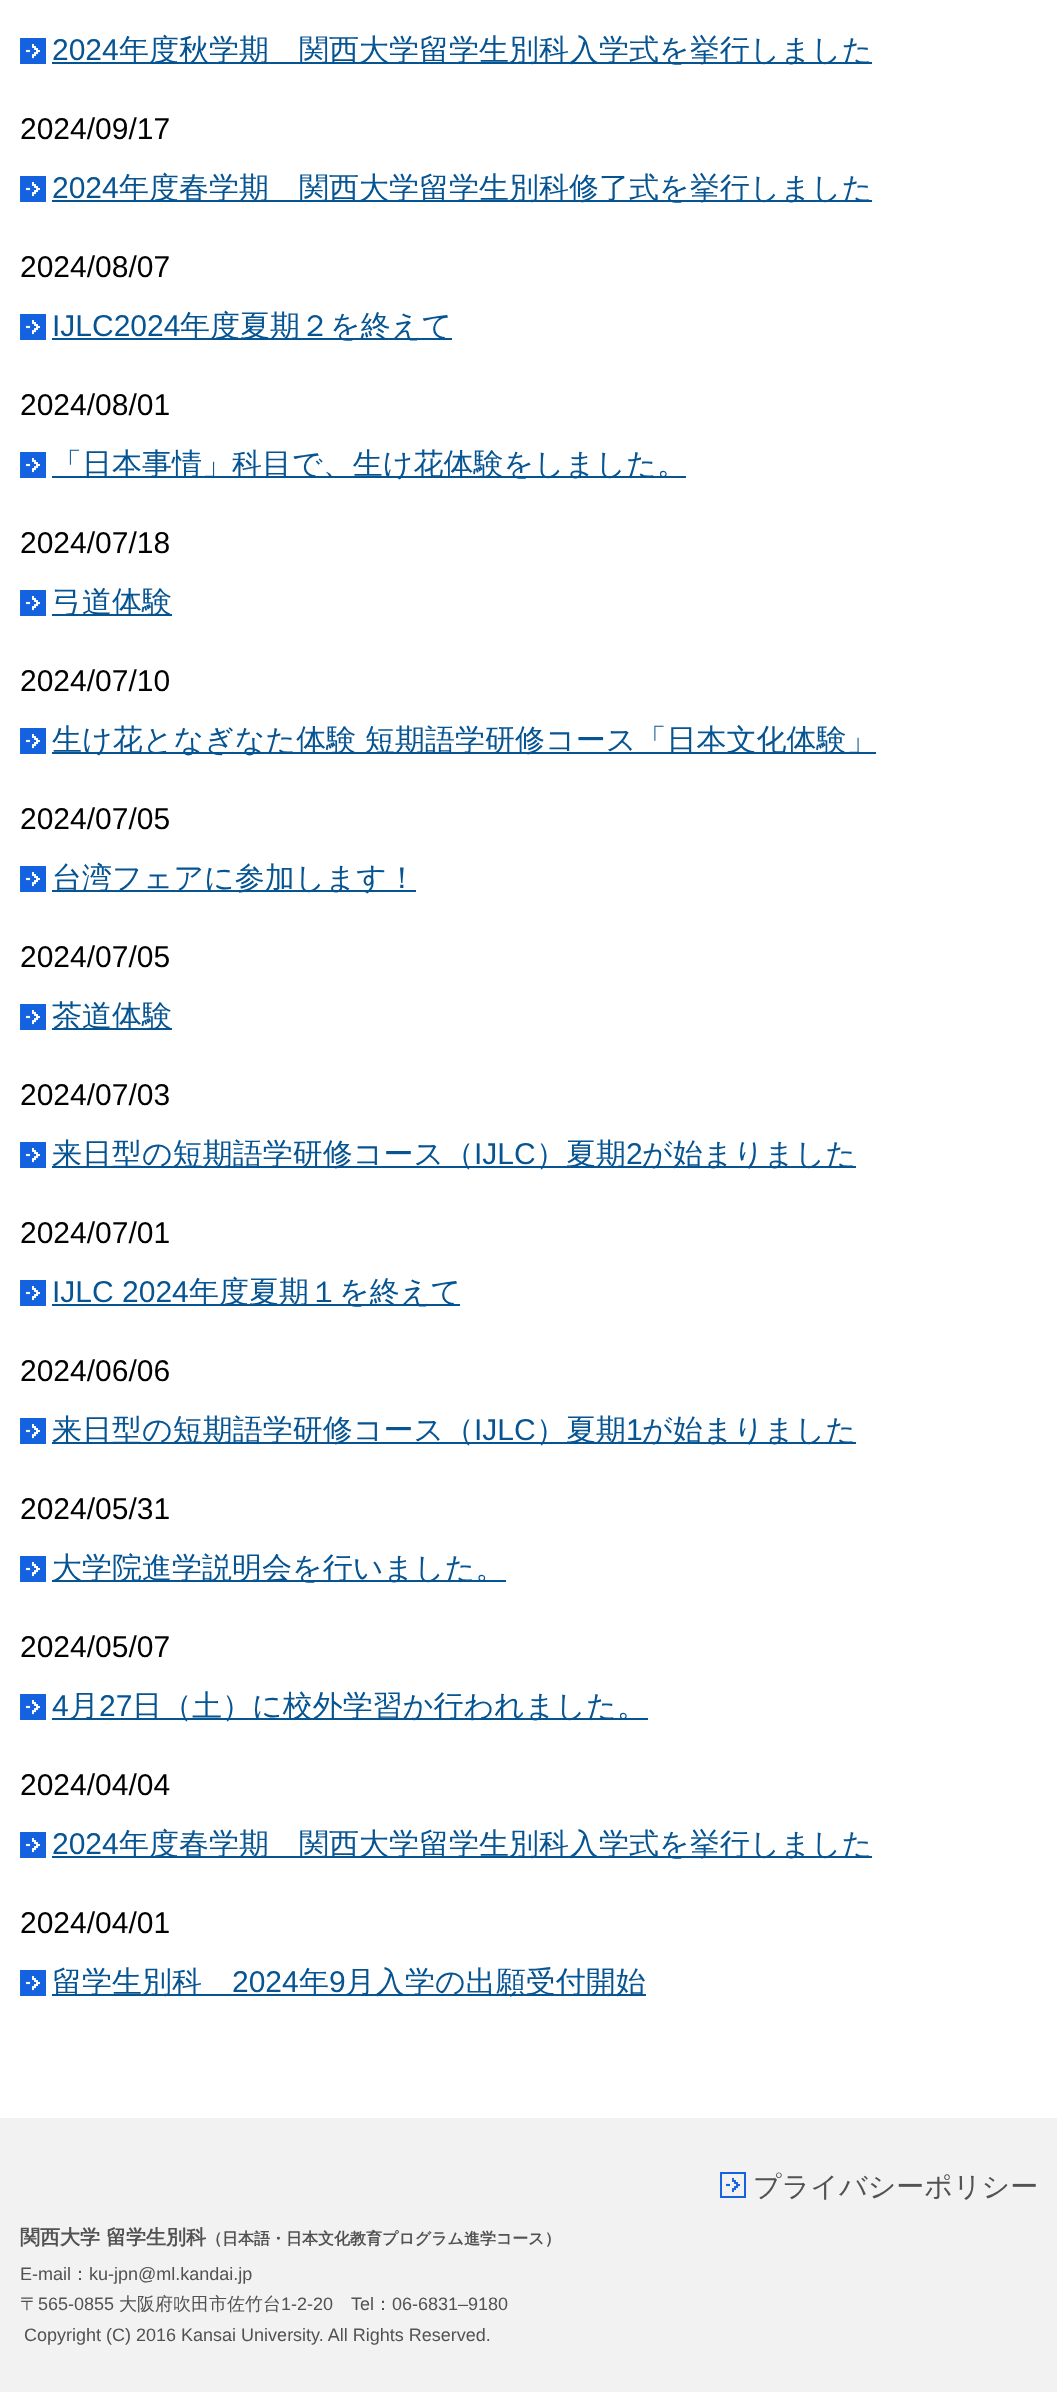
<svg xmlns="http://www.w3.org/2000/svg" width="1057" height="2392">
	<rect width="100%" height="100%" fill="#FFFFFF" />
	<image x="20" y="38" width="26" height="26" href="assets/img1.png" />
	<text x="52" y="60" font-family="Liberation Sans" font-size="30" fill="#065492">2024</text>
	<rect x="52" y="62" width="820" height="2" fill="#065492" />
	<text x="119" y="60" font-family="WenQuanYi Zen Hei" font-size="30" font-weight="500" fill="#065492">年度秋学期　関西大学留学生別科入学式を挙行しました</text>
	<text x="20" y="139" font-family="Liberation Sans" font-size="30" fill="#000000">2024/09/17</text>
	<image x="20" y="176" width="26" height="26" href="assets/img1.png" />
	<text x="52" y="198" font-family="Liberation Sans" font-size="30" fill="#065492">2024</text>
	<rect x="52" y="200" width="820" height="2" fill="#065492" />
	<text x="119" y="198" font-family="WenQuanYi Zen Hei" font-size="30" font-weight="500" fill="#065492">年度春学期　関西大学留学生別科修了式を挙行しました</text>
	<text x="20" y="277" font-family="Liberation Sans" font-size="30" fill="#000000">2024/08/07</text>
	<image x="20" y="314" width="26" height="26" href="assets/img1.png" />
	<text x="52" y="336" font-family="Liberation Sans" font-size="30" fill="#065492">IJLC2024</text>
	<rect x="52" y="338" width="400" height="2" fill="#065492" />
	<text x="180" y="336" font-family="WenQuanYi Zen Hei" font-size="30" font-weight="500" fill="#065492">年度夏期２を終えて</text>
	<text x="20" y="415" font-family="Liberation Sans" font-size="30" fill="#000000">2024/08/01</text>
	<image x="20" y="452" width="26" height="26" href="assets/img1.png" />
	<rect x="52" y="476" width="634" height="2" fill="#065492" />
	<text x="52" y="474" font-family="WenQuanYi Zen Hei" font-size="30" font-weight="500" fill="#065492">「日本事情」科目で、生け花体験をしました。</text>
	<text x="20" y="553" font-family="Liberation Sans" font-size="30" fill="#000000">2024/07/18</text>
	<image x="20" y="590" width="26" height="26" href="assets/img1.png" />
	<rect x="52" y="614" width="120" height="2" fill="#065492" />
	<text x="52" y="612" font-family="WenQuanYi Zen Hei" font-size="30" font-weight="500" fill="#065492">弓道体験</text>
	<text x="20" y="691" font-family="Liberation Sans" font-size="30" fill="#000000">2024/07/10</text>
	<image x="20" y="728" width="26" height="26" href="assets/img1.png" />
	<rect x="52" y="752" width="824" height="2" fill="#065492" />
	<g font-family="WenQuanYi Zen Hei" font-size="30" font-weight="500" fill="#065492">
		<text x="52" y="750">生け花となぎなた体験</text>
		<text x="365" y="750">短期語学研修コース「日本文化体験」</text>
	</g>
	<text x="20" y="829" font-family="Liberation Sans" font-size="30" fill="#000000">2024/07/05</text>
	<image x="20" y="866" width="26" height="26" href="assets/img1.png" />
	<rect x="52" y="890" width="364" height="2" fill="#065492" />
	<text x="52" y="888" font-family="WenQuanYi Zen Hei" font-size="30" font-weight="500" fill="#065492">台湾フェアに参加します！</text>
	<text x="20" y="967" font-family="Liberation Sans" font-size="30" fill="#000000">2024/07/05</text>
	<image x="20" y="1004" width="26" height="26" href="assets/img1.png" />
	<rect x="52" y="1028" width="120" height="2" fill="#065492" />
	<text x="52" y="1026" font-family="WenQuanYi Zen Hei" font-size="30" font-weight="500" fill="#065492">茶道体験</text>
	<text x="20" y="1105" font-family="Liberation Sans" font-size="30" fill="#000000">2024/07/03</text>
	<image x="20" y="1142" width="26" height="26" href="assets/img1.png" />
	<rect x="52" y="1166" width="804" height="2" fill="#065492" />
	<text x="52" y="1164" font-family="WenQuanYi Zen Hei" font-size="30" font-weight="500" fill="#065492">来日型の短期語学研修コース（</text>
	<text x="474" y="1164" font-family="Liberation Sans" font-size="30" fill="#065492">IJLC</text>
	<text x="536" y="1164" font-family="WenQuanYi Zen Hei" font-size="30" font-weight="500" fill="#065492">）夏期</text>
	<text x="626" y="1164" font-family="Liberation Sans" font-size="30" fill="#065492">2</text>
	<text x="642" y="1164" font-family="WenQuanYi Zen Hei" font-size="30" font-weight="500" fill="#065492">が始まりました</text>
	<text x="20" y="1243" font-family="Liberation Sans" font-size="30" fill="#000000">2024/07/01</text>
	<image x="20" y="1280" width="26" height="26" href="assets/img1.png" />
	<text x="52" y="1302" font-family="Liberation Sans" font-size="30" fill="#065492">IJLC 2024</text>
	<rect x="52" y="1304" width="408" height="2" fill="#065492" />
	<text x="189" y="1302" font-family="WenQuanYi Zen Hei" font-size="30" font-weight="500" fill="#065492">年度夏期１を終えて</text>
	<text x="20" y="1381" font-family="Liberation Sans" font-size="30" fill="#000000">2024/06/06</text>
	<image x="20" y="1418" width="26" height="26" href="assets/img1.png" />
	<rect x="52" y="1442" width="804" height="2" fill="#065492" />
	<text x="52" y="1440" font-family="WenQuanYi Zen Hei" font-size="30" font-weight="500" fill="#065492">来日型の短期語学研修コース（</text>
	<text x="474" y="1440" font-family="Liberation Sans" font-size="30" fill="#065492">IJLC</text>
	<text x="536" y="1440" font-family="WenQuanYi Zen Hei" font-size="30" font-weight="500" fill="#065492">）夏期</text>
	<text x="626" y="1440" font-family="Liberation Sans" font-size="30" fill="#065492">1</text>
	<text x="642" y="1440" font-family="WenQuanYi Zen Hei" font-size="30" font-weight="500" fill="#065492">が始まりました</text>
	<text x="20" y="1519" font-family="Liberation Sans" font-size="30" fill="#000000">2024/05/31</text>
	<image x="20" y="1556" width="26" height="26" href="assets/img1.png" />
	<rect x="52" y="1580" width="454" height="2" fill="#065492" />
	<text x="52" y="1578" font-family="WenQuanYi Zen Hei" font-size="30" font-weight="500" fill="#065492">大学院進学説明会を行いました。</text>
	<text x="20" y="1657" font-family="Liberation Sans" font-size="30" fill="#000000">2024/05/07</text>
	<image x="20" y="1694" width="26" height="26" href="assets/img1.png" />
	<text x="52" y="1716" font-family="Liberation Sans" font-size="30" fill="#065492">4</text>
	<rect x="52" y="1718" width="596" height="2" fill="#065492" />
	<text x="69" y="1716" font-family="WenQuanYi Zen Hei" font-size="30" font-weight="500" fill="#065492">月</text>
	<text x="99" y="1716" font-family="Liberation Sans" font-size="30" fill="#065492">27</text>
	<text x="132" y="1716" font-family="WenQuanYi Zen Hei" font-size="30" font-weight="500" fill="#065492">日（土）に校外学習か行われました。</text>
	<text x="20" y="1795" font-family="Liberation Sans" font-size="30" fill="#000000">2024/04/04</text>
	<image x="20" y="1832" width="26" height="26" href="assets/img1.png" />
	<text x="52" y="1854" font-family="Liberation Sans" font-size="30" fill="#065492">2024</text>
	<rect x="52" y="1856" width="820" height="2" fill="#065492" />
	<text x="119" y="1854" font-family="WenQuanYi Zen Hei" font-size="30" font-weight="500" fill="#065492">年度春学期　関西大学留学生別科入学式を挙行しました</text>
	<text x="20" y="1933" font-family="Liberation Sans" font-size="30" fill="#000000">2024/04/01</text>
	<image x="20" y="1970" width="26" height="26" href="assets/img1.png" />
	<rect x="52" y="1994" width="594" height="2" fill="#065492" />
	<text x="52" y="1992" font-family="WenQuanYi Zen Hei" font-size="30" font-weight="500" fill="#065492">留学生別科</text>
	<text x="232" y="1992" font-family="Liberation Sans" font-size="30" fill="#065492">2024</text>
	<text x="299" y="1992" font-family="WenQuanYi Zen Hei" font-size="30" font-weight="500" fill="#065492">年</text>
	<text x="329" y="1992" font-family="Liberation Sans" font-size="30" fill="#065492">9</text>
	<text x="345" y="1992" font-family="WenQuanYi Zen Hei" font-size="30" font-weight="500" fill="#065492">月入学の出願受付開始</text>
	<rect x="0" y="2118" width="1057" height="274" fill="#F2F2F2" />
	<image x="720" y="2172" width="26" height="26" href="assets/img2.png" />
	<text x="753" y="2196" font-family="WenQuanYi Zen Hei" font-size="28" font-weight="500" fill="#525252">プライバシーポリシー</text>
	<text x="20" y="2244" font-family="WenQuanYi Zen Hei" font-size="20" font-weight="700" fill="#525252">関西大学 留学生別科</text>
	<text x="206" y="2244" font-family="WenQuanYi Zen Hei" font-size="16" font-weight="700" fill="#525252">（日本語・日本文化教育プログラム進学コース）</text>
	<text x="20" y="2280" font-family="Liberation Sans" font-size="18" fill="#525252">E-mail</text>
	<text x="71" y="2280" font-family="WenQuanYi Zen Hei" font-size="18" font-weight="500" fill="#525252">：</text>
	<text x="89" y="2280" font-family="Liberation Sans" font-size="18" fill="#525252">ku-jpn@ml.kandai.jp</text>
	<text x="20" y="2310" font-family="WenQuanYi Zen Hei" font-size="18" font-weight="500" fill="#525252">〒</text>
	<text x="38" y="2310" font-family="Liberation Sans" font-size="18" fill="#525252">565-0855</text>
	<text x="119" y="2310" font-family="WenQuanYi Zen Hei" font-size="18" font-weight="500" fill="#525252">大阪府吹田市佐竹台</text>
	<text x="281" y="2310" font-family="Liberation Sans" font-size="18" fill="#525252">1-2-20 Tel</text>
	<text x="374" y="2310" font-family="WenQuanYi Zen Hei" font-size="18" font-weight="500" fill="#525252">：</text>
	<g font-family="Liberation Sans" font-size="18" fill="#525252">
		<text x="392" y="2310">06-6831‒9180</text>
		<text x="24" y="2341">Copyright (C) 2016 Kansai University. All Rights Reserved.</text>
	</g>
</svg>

◇ ◇ ◇ ◇

** The problem **
Each line containing the word "関西大学留学生別科入学式を挙行しました" must be pulled from the listing and copied.

** Problem solution **
	<text x="119" y="60" font-family="WenQuanYi Zen Hei" font-size="30" font-weight="500" fill="#065492">年度秋学期　関西大学留学生別科入学式を挙行しました</text>
	<text x="119" y="1854" font-family="WenQuanYi Zen Hei" font-size="30" font-weight="500" fill="#065492">年度春学期　関西大学留学生別科入学式を挙行しました</text>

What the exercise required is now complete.